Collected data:
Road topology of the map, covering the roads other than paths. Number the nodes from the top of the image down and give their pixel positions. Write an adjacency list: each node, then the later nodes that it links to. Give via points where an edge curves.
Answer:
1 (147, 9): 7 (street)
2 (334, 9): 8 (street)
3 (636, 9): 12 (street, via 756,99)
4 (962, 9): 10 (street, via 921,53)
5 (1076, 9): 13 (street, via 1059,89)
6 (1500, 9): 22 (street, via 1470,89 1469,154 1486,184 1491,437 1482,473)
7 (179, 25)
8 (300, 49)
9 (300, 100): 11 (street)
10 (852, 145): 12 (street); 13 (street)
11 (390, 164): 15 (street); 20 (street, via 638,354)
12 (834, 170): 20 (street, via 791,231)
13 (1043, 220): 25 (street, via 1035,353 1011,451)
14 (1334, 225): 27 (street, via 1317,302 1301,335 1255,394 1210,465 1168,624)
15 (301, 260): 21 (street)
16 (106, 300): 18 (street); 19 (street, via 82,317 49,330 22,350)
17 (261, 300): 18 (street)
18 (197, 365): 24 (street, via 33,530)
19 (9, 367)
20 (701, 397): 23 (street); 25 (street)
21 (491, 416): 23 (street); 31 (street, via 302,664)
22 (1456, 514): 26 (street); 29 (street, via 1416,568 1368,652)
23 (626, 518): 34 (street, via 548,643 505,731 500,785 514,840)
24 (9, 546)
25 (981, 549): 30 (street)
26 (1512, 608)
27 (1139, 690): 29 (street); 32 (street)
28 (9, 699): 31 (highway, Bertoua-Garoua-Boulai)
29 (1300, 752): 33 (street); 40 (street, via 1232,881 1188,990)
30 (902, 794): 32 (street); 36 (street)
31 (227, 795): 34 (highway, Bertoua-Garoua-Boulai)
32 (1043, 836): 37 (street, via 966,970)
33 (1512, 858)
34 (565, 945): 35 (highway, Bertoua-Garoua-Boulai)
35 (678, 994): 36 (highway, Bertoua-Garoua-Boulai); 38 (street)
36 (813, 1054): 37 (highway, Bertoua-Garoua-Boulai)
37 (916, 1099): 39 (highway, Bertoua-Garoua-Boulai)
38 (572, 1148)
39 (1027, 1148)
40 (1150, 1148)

**ASSIGNMENT:**
Compute the number of lines above that contain the string "Boulai". Reply with that value only.

**FINISHED EXERCISE:**
6